Butterfly Garden, *sigh*

spring, 2018
My butterfly garden started out so beautifully this year.  The stand was filled to overflowing with spring's blues and purples, with just a touch of red for accent. The flowers grew as they always do, then withered in the heat of summer's sun, ready to give way to the season's oranges and yellows.

Except, this year, the summer flowers didn't come.

In years past, the summer garden was impatient with its boundaries, overflowing its designated patch to commandeer the bordering flagstone path and spreading seeds in a wide circle into the surrounding lawn. My then-neighbor to the south called it the neighborhood afro garden - abundant, beautiful, untamed.

summer, 2017
summer, 2018
This year, there are just a handful of sprouts, lonely sentinels standing bravely in the patch of brown.

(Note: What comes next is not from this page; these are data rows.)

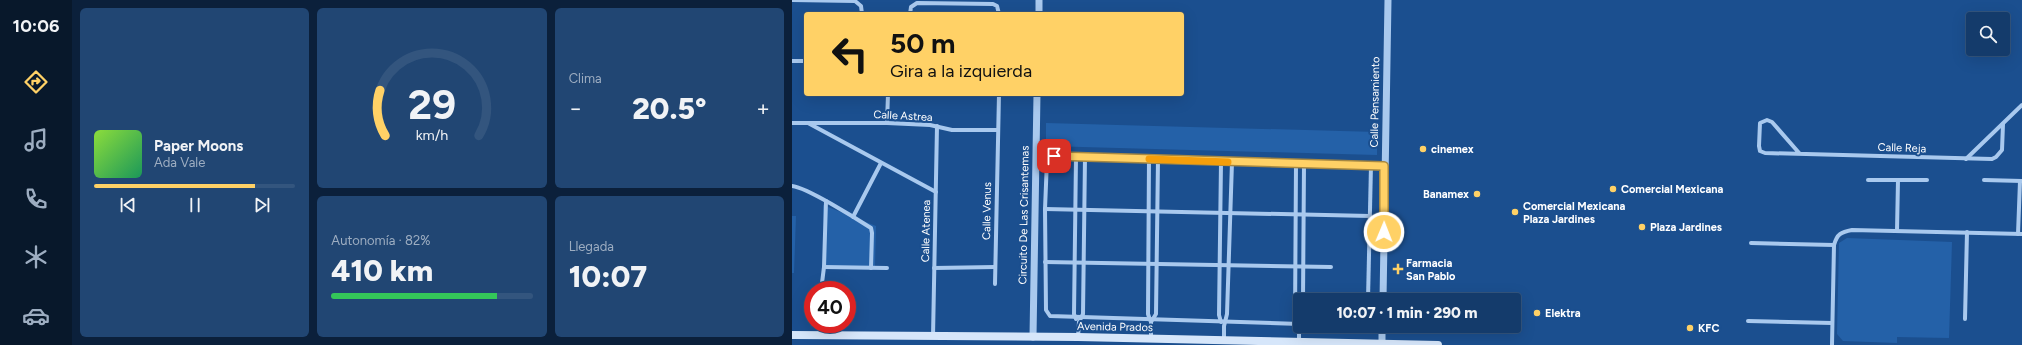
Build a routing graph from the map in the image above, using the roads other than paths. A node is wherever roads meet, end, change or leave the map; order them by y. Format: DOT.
graph roads {
  1 [pos="792,0"];
  2 [pos="1039,0"];
  3 [pos="1388,0"];
  4 [pos="862,12"];
  5 [pos="910,12"];
  6 [pos="998,12"];
  7 [pos="1039,12"];
  8 [pos="792,61"];
  9 [pos="804,61"];
  10 [pos="888,96"];
  11 [pos="998,96"];
  12 [pos="1037,96"];
  13 [pos="2022,105"];
  14 [pos="792,122"];
  15 [pos="807,122"];
  16 [pos="887,123"];
  17 [pos="2003,124"];
  18 [pos="937,126"];
  19 [pos="998,130"];
  20 [pos="1800,154"];
  21 [pos="1076,156"];
  22 [pos="1085,157"];
  23 [pos="1149,159"];
  24 [pos="1158,159"];
  25 [pos="1966,159"];
  26 [pos="1221,162"];
  27 [pos="1232,162"];
  28 [pos="881,163"];
  29 [pos="1296,164"];
  30 [pos="1304,164"];
  31 [pos="1371,166"];
  32 [pos="1384,166"];
  33 [pos="1868,180"];
  34 [pos="1898,180"];
  35 [pos="1926,180"];
  36 [pos="1984,180"];
  37 [pos="2021,181"];
  38 [pos="792,186"];
  39 [pos="936,192"];
  40 [pos="826,201"];
  41 [pos="1045,208"];
  42 [pos="1075,209"];
  43 [pos="1085,209"];
  44 [pos="1149,211"];
  45 [pos="1158,211"];
  46 [pos="1221,212"];
  47 [pos="1231,212"];
  48 [pos="1296,214"];
  49 [pos="1304,214"];
  50 [pos="1370,216"];
  51 [pos="853,217"];
  52 [pos="1897,231"];
  53 [pos="1968,232"];
  54 [pos="2020,234"];
  55 [pos="1751,243"];
  56 [pos="1834,245"];
  57 [pos="1045,262"];
  58 [pos="1075,262"];
  59 [pos="1084,262"];
  60 [pos="1148,263"];
  61 [pos="1157,263"];
  62 [pos="1219,265"];
  63 [pos="1229,265"];
  64 [pos="824,267"];
  65 [pos="995,267"];
  66 [pos="1295,267"];
  67 [pos="1304,267"];
  68 [pos="1331,267"];
  69 [pos="871,268"];
  70 [pos="887,268"];
  71 [pos="934,268"];
  72 [pos="822,281"];
  73 [pos="995,284"];
  74 [pos="1297,293"];
  75 [pos="1303,293"];
  76 [pos="1368,293"];
  77 [pos="1383,293"];
  78 [pos="1075,318"];
  79 [pos="1082,318"];
  80 [pos="1152,319"];
  81 [pos="1965,319"];
  82 [pos="1748,320"];
  83 [pos="1220,321"];
  84 [pos="1078,322"];
  85 [pos="1225,323"];
  86 [pos="1832,323"];
  87 [pos="1293,325"];
  88 [pos="1299,333"];
  89 [pos="1382,333"];
  90 [pos="792,335"];
  91 [pos="933,337"];
  92 [pos="1033,337"];
  93 [pos="1078,337"];
  94 [pos="1224,340"];
  95 [pos="1156,341"];
  96 [pos="1299,342"];
  97 [pos="1382,345"];
  98 [pos="1438,345"];
  99 [pos="1832,345"];
  1 -- 4 [label="street"];
  2 -- 7 [label="street"];
  3 -- 32 [label="street, Calle Pensamiento"];
  5 -- 6 [label="street"];
  8 -- 9 [label="street"];
  10 -- 16 [label="street"];
  11 -- 19 [label="street, Calle Venus"];
  12 -- 92 [label="street, Circuito De Las Crisantemas"];
  13 -- 17 [label="street"];
  14 -- 15 [label="street, Calle Astrea"];
  15 -- 16 [label="street, Calle Astrea"];
  15 -- 28 [label="street, Calle Astrea"];
  16 -- 18 [label="street, Calle Astrea"];
  17 -- 25 [label="street"];
  17 -- 25 [label="street, Calle Reja"];
  18 -- 19 [label="street, Calle Astrea"];
  18 -- 39 [label="street, Calle Atenea"];
  19 -- 65 [label="street, Calle Venus"];
  20 -- 20 [label="street, Calle Reja"];
  20 -- 25 [label="street, Calle Reja"];
  21 -- 22 [label="street"];
  21 -- 41 [label="street"];
  21 -- 42 [label="street"];
  22 -- 23 [label="street"];
  22 -- 43 [label="street"];
  23 -- 24 [label="street"];
  23 -- 44 [label="street"];
  24 -- 26 [label="street"];
  24 -- 45 [label="street"];
  26 -- 27 [label="street"];
  26 -- 46 [label="street"];
  27 -- 29 [label="street"];
  27 -- 47 [label="street"];
  28 -- 39 [label="street, Calle Astrea"];
  28 -- 51 [label="street"];
  29 -- 30 [label="street"];
  29 -- 48 [label="street"];
  30 -- 31 [label="street"];
  30 -- 49 [label="street"];
  31 -- 32 [label="street"];
  31 -- 50 [label="street"];
  32 -- 77 [label="street, Calle Pensamiento"];
  33 -- 34 [label="street"];
  34 -- 35 [label="street"];
  34 -- 52 [label="street"];
  36 -- 37 [label="street"];
  37 -- 54 [label="street"];
  38 -- 40 [label="street"];
  39 -- 71 [label="street, Calle Atenea"];
  40 -- 51 [label="street"];
  40 -- 64 [label="street"];
  41 -- 42 [label="street"];
  41 -- 57 [label="street"];
  42 -- 43 [label="street"];
  42 -- 58 [label="street"];
  43 -- 44 [label="street"];
  43 -- 59 [label="street"];
  44 -- 45 [label="street"];
  44 -- 60 [label="street"];
  45 -- 46 [label="street"];
  45 -- 61 [label="street"];
  46 -- 47 [label="street"];
  46 -- 62 [label="street"];
  47 -- 48 [label="street"];
  47 -- 63 [label="street"];
  48 -- 49 [label="street"];
  48 -- 66 [label="street"];
  49 -- 50 [label="street"];
  49 -- 67 [label="street"];
  50 -- 76 [label="street"];
  51 -- 69 [label="street"];
  52 -- 53 [label="street"];
  52 -- 56 [label="street"];
  53 -- 54 [label="street"];
  53 -- 81 [label="street"];
  55 -- 56 [label="street"];
  56 -- 86 [label="street"];
  57 -- 58 [label="street"];
  57 -- 78 [label="street"];
  58 -- 59 [label="street"];
  58 -- 78 [label="street"];
  59 -- 60 [label="street"];
  59 -- 79 [label="street"];
  60 -- 61 [label="street"];
  60 -- 80 [label="street"];
  61 -- 62 [label="street"];
  61 -- 80 [label="street"];
  62 -- 63 [label="street"];
  62 -- 83 [label="street"];
  63 -- 66 [label="street"];
  63 -- 85 [label="street"];
  64 -- 69 [label="street"];
  64 -- 72 [label="street"];
  65 -- 71 [label="street"];
  65 -- 73 [label="street, Calle Venus"];
  66 -- 67 [label="street"];
  66 -- 74 [label="street"];
  67 -- 68 [label="street"];
  67 -- 75 [label="street"];
  69 -- 70 [label="street"];
  71 -- 91 [label="street, Calle Atenea"];
  78 -- 79 [label="street"];
  78 -- 84 [label="street"];
  79 -- 80 [label="street"];
  79 -- 84 [label="street"];
  80 -- 83 [label="street"];
  80 -- 95 [label="street"];
  82 -- 86 [label="street"];
  83 -- 85 [label="street"];
  84 -- 93 [label="street"];
  85 -- 87 [label="street"];
  85 -- 94 [label="street"];
  86 -- 99 [label="street"];
  88 -- 96 [label="street"];
  89 -- 97 [label="street"];
  90 -- 91 [label="main road, Avenida Prados"];
  91 -- 92 [label="main road, Avenida Prados"];
  92 -- 93 [label="main road, Avenida Prados"];
  93 -- 95 [label="main road, Avenida Prados"];
  94 -- 95 [label="main road, Avenida Prados"];
  94 -- 96 [label="main road, Avenida Prados"];
  96 -- 97 [label="main road, Avenida Prados"];
  97 -- 98 [label="main road, Avenida Prados"];
}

The summer has been hot and dry, but so was last year's. Should I have watered sooner? Did I pull the not-quite dried stalks down too soon last fall, and thus interrupt the self-seeding cycle? Or were the seeds done in by the long, cool spring, with its freeze - grow cycle lingering long past its usual time? (I'm pretty sure that's what did in the bulbs I had in another bed - by the time I got impatient in late spring and dug one up to check to see why they hadn't come back, there was nothing left but a withered shell of the root.)

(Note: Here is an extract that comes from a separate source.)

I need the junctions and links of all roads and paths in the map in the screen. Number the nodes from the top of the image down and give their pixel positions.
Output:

I'm not experienced enough with the land to know. The flowers that did come in don't have many blooms, though they do seem to be appreciating the lack of competition for sunlight - their stalks are strong, the leaves reaching gratefully in all directions to the light.

I finally went out a couple of weeks ago to get some annuals to fill in some of the larger blank spots. I know it's too late in the season for them to really grow, but the empty dirt just looked so sad and lonely. I still see a few butterflies about, drinking gratefully from the few flowers I have. The large bumblebees have (I hope) found greener pastures, the small bees have been feasting on the blooms on the mint. The hummingbirds still come by once in a while, to feed from the pink flowers on the bushes I planted to shield my eyes from my air conditioner.

I miss the abundance, I miss my backyard bug friends.

Next year, I will try again with new seed, and maybe, maybe the bees and butterflies will come back. I hope.